:: Data ::
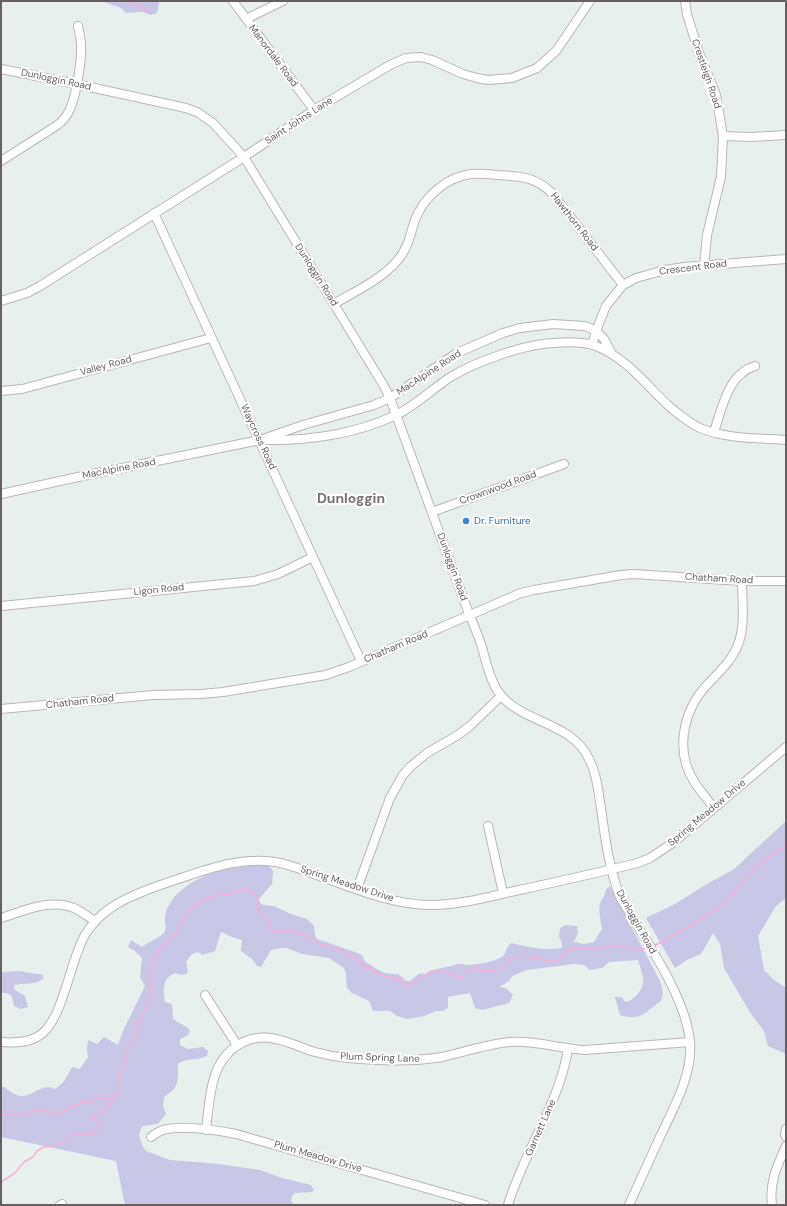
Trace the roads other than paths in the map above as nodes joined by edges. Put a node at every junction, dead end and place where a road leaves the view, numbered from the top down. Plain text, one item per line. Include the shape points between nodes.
1 (233, 1) edge
2 (283, 1) edge
3 (590, 1) edge
4 (685, 1) edge
5 (246, 19) junction
6 (78, 26) dead end
7 (1, 69) edge
8 (76, 84) junction
9 (314, 110) junction
10 (786, 135) edge
11 (723, 136) junction
12 (244, 157) junction
13 (1, 161) edge
14 (154, 213) junction
15 (786, 259) edge
16 (704, 265) junction
17 (623, 284) junction
18 (1, 301) edge
19 (334, 304) junction
20 (596, 330) junction
21 (211, 338) junction
22 (592, 345) junction
23 (612, 354) junction
24 (755, 366) dead end
25 (1, 391) edge
26 (390, 398) junction
27 (396, 415) junction
28 (714, 432) junction
29 (260, 440) junction
30 (786, 440) edge
31 (564, 464) dead end
32 (1, 494) edge
33 (432, 512) junction
34 (313, 557) junction
35 (742, 581) junction
36 (786, 581) edge
37 (1, 606) edge
38 (470, 615) junction
39 (361, 661) junction
40 (501, 696) junction
41 (1, 709) edge
42 (786, 747) edge
43 (714, 808) junction
44 (488, 826) dead end
45 (611, 869) junction
46 (357, 889) junction
47 (503, 893) junction
48 (1, 918) edge
49 (94, 921) junction
50 (205, 995) dead end
51 (1, 1042) edge
52 (690, 1042) junction
53 (237, 1045) junction
54 (568, 1049) junction
55 (786, 1129) edge
56 (206, 1130) junction
57 (150, 1137) dead end
58 (786, 1137) edge
59 (786, 1146) edge
60 (485, 1205) edge
61 (508, 1205) edge
62 (629, 1205) edge
63 (772, 1205) edge

1 - 5 street, Manordale Road
2 - 5 street
3 - 9 street, Saint Johns Lane via 556,51 537,68 527,73 512,78 488,80 464,74 421,57 406,58 379,70
4 - 11 street, Crestleigh Road via 696,46 716,96
5 - 9 street, Manordale Road
6 - 8 street via 81,46
7 - 8 street, Dunloggin Road
8 - 12 street, Dunloggin Road via 197,112 212,122
8 - 13 street via 70,110 61,122
9 - 12 street, Saint Johns Lane
10 - 11 street
11 - 16 street, Crestleigh Road via 721,177 707,235
12 - 14 street, Saint Johns Lane
12 - 19 street, Dunloggin Road
14 - 18 street, Saint Johns Lane via 40,286
14 - 21 street, Waycross Road
15 - 16 street, Crescent Road
16 - 17 street, Crescent Road via 665,270
17 - 19 street, Hawthorn Road via 543,185 523,178 475,174 458,177 435,191 419,211 407,245 396,263
17 - 20 street via 606,306
19 - 26 street, Dunloggin Road
20 - 22 street
20 - 23 street, MacAlpine Road
20 - 26 street, MacAlpine Road via 585,326 553,324 503,333 453,355
21 - 25 street, Valley Road via 22,389
21 - 29 street, Waycross Road
22 - 23 street, MacAlpine Road
22 - 27 street, MacAlpine Road via 547,344 503,355 455,375
23 - 28 street, MacAlpine Road via 687,420 700,428
24 - 28 street via 737,377 725,398
26 - 27 street, Dunloggin Road
26 - 29 street, MacAlpine Road
27 - 29 street, MacAlpine Road via 332,434 282,441
27 - 33 street, Dunloggin Road
28 - 30 street, MacAlpine Road via 730,436
29 - 32 street, MacAlpine Road
29 - 34 street, Waycross Road
31 - 33 street, Crownwood Road
33 - 38 street, Dunloggin Road
34 - 37 street, Ligon Road via 278,574 254,581
34 - 39 street, Waycross Road
35 - 36 street, Chatham Road
35 - 38 street, Chatham Road via 621,574 527,592
35 - 43 street via 743,620 740,640 731,657 703,689 689,711 683,735 689,771
38 - 39 street, Chatham Road
38 - 40 street, Dunloggin Road via 490,677
39 - 41 street, Chatham Road via 326,675 219,692 153,695
40 - 45 street, Dunloggin Road via 514,708 572,737 589,757 597,785
40 - 46 street via 470,726 417,760 403,775 390,798
42 - 43 street, Spring Meadow Drive
43 - 45 street, Spring Meadow Drive via 679,838 650,858
44 - 47 street
45 - 47 street, Spring Meadow Drive
45 - 52 street, Dunloggin Road via 620,896 672,987 688,1028
46 - 47 street, Spring Meadow Drive via 393,900 431,905 462,902
46 - 49 street, Spring Meadow Drive via 274,862 243,861 216,867 133,895
48 - 49 street via 55,904 75,908
49 - 51 street, Spring Meadow Drive via 78,948 53,1022 30,1040
50 - 53 street
52 - 54 street, Plum Spring Lane
52 - 62 street, Dunloggin Road via 690,1056 678,1098
53 - 54 street, Plum Spring Lane via 252,1039 272,1037 333,1056 399,1060 441,1057 510,1042
53 - 56 street, Plum Spring Lane via 216,1071
54 - 61 street, Garnett Lane via 558,1092
55 - 58 street
56 - 57 street, Plum Meadow Drive via 166,1129
56 - 60 street, Plum Meadow Drive via 252,1138
59 - 63 street via 773,1177

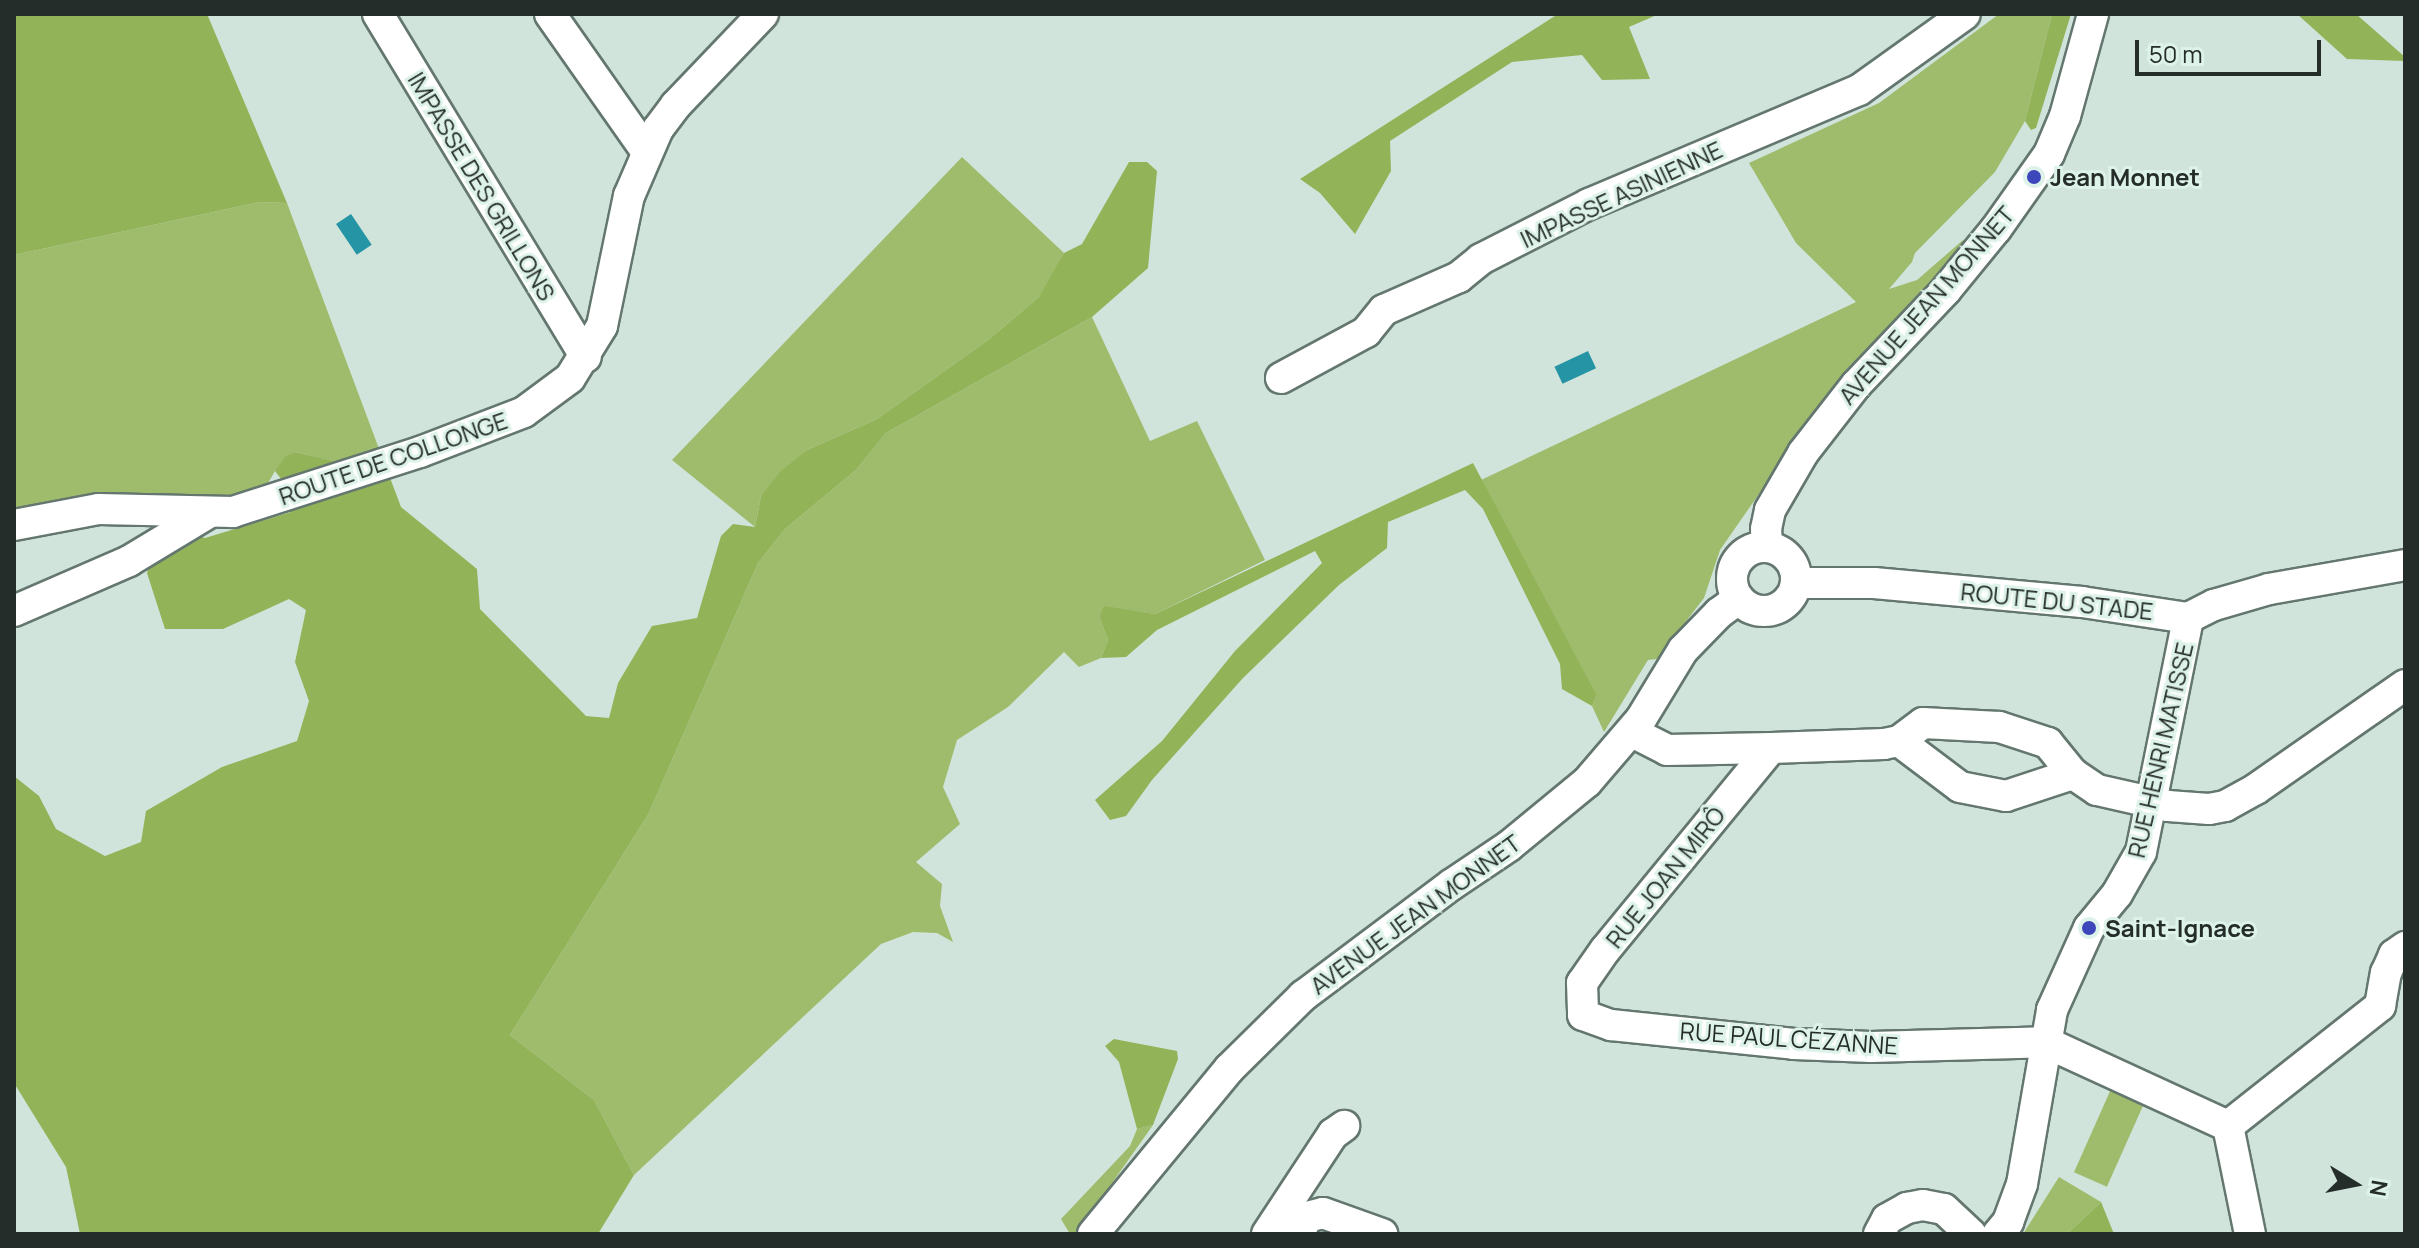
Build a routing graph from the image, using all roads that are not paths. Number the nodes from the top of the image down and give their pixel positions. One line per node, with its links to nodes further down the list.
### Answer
1 (378, 14): 7 (street, IMPASSE DES GRILLONS)
2 (550, 14): 6 (street)
3 (763, 14): 6 (street, ROUTE DE COLLONGE)
4 (1965, 14): 8 (street, IMPASSE ASINIENNE)
5 (2093, 14): 11 (street, AVENUE JEAN MONNET)
6 (647, 152): 7 (street, ROUTE DE COLLONGE)
7 (586, 357): 9 (street, ROUTE DE COLLONGE)
8 (1281, 378)
9 (207, 514): 10 (street, ROUTE DE COLLONGE); 15 (street)
10 (14, 525)
11 (1767, 546): 13 (street); 14 (street)
12 (2405, 565): 16 (street, ROUTE DU STADE)
13 (1797, 583): 14 (street); 16 (street, ROUTE DU STADE)
14 (1738, 599): 18 (street, AVENUE JEAN MONNET)
15 (14, 611)
16 (2188, 618): 22 (street, RUE HENRI MATISSE)
17 (2405, 685): 22 (street)
18 (1632, 732): 20 (street); 29 (street, AVENUE JEAN MONNET)
19 (1899, 741): 20 (street); 21 (street); 21 (street)
20 (1771, 748): 25 (street, RUE JOAN MIRÔ)
21 (2073, 774): 22 (street)
22 (2152, 802): 26 (street, RUE HENRI MATISSE)
23 (2405, 947): 24 (street)
24 (2392, 1005): 28 (street)
25 (1583, 1015): 26 (street, RUE PAUL CÉZANNE)
26 (2045, 1042): 28 (street); 35 (street, RUE HENRI MATISSE)
27 (1344, 1126): 30 (street)
28 (2228, 1126): 36 (street)
29 (1096, 1233)
30 (1267, 1234)
31 (1299, 1234): 32 (street)
32 (1382, 1234)
33 (1879, 1234): 34 (street)
34 (1971, 1234)
35 (1998, 1234)
36 (2250, 1234)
:::
What needs to be done – Omit each image and transcribe the remaining records word for word.

Task result –
Trace the roads other than paths in the map above as nodes joined by edges. Put a node at every junction, dead end and place where a road leaves the view, numbered from the top down. Plain text, one item per line. Include the shape points between nodes.
1 (233, 1) edge
2 (283, 1) edge
3 (590, 1) edge
4 (685, 1) edge
5 (246, 19) junction
6 (78, 26) dead end
7 (1, 69) edge
8 (76, 84) junction
9 (314, 110) junction
10 (786, 135) edge
11 (723, 136) junction
12 (244, 157) junction
13 (1, 161) edge
14 (154, 213) junction
15 (786, 259) edge
16 (704, 265) junction
17 (623, 284) junction
18 (1, 301) edge
19 (334, 304) junction
20 (596, 330) junction
21 (211, 338) junction
22 (592, 345) junction
23 (612, 354) junction
24 (755, 366) dead end
25 (1, 391) edge
26 (390, 398) junction
27 (396, 415) junction
28 (714, 432) junction
29 (260, 440) junction
30 (786, 440) edge
31 (564, 464) dead end
32 (1, 494) edge
33 (432, 512) junction
34 (313, 557) junction
35 (742, 581) junction
36 (786, 581) edge
37 (1, 606) edge
38 (470, 615) junction
39 (361, 661) junction
40 (501, 696) junction
41 (1, 709) edge
42 (786, 747) edge
43 (714, 808) junction
44 (488, 826) dead end
45 (611, 869) junction
46 (357, 889) junction
47 (503, 893) junction
48 (1, 918) edge
49 (94, 921) junction
50 (205, 995) dead end
51 (1, 1042) edge
52 (690, 1042) junction
53 (237, 1045) junction
54 (568, 1049) junction
55 (786, 1129) edge
56 (206, 1130) junction
57 (150, 1137) dead end
58 (786, 1137) edge
59 (786, 1146) edge
60 (485, 1205) edge
61 (508, 1205) edge
62 (629, 1205) edge
63 (772, 1205) edge

1 - 5 street, Manordale Road
2 - 5 street
3 - 9 street, Saint Johns Lane via 556,51 537,68 527,73 512,78 488,80 464,74 421,57 406,58 379,70
4 - 11 street, Crestleigh Road via 696,46 716,96
5 - 9 street, Manordale Road
6 - 8 street via 81,46
7 - 8 street, Dunloggin Road
8 - 12 street, Dunloggin Road via 197,112 212,122
8 - 13 street via 70,110 61,122
9 - 12 street, Saint Johns Lane
10 - 11 street
11 - 16 street, Crestleigh Road via 721,177 707,235
12 - 14 street, Saint Johns Lane
12 - 19 street, Dunloggin Road
14 - 18 street, Saint Johns Lane via 40,286
14 - 21 street, Waycross Road
15 - 16 street, Crescent Road
16 - 17 street, Crescent Road via 665,270
17 - 19 street, Hawthorn Road via 543,185 523,178 475,174 458,177 435,191 419,211 407,245 396,263
17 - 20 street via 606,306
19 - 26 street, Dunloggin Road
20 - 22 street
20 - 23 street, MacAlpine Road
20 - 26 street, MacAlpine Road via 585,326 553,324 503,333 453,355
21 - 25 street, Valley Road via 22,389
21 - 29 street, Waycross Road
22 - 23 street, MacAlpine Road
22 - 27 street, MacAlpine Road via 547,344 503,355 455,375
23 - 28 street, MacAlpine Road via 687,420 700,428
24 - 28 street via 737,377 725,398
26 - 27 street, Dunloggin Road
26 - 29 street, MacAlpine Road
27 - 29 street, MacAlpine Road via 332,434 282,441
27 - 33 street, Dunloggin Road
28 - 30 street, MacAlpine Road via 730,436
29 - 32 street, MacAlpine Road
29 - 34 street, Waycross Road
31 - 33 street, Crownwood Road
33 - 38 street, Dunloggin Road
34 - 37 street, Ligon Road via 278,574 254,581
34 - 39 street, Waycross Road
35 - 36 street, Chatham Road
35 - 38 street, Chatham Road via 621,574 527,592
35 - 43 street via 743,620 740,640 731,657 703,689 689,711 683,735 689,771
38 - 39 street, Chatham Road
38 - 40 street, Dunloggin Road via 490,677
39 - 41 street, Chatham Road via 326,675 219,692 153,695
40 - 45 street, Dunloggin Road via 514,708 572,737 589,757 597,785
40 - 46 street via 470,726 417,760 403,775 390,798
42 - 43 street, Spring Meadow Drive
43 - 45 street, Spring Meadow Drive via 679,838 650,858
44 - 47 street
45 - 47 street, Spring Meadow Drive
45 - 52 street, Dunloggin Road via 620,896 672,987 688,1028
46 - 47 street, Spring Meadow Drive via 393,900 431,905 462,902
46 - 49 street, Spring Meadow Drive via 274,862 243,861 216,867 133,895
48 - 49 street via 55,904 75,908
49 - 51 street, Spring Meadow Drive via 78,948 53,1022 30,1040
50 - 53 street
52 - 54 street, Plum Spring Lane
52 - 62 street, Dunloggin Road via 690,1056 678,1098
53 - 54 street, Plum Spring Lane via 252,1039 272,1037 333,1056 399,1060 441,1057 510,1042
53 - 56 street, Plum Spring Lane via 216,1071
54 - 61 street, Garnett Lane via 558,1092
55 - 58 street
56 - 57 street, Plum Meadow Drive via 166,1129
56 - 60 street, Plum Meadow Drive via 252,1138
59 - 63 street via 773,1177

Build a routing graph from the image, using all roads that are not paths. Number the nodes from the top of the image down and give their pixel positions. One line per node, with its links to nodes further down the list.
### Answer
1 (378, 14): 7 (street, IMPASSE DES GRILLONS)
2 (550, 14): 6 (street)
3 (763, 14): 6 (street, ROUTE DE COLLONGE)
4 (1965, 14): 8 (street, IMPASSE ASINIENNE)
5 (2093, 14): 11 (street, AVENUE JEAN MONNET)
6 (647, 152): 7 (street, ROUTE DE COLLONGE)
7 (586, 357): 9 (street, ROUTE DE COLLONGE)
8 (1281, 378)
9 (207, 514): 10 (street, ROUTE DE COLLONGE); 15 (street)
10 (14, 525)
11 (1767, 546): 13 (street); 14 (street)
12 (2405, 565): 16 (street, ROUTE DU STADE)
13 (1797, 583): 14 (street); 16 (street, ROUTE DU STADE)
14 (1738, 599): 18 (street, AVENUE JEAN MONNET)
15 (14, 611)
16 (2188, 618): 22 (street, RUE HENRI MATISSE)
17 (2405, 685): 22 (street)
18 (1632, 732): 20 (street); 29 (street, AVENUE JEAN MONNET)
19 (1899, 741): 20 (street); 21 (street); 21 (street)
20 (1771, 748): 25 (street, RUE JOAN MIRÔ)
21 (2073, 774): 22 (street)
22 (2152, 802): 26 (street, RUE HENRI MATISSE)
23 (2405, 947): 24 (street)
24 (2392, 1005): 28 (street)
25 (1583, 1015): 26 (street, RUE PAUL CÉZANNE)
26 (2045, 1042): 28 (street); 35 (street, RUE HENRI MATISSE)
27 (1344, 1126): 30 (street)
28 (2228, 1126): 36 (street)
29 (1096, 1233)
30 (1267, 1234)
31 (1299, 1234): 32 (street)
32 (1382, 1234)
33 (1879, 1234): 34 (street)
34 (1971, 1234)
35 (1998, 1234)
36 (2250, 1234)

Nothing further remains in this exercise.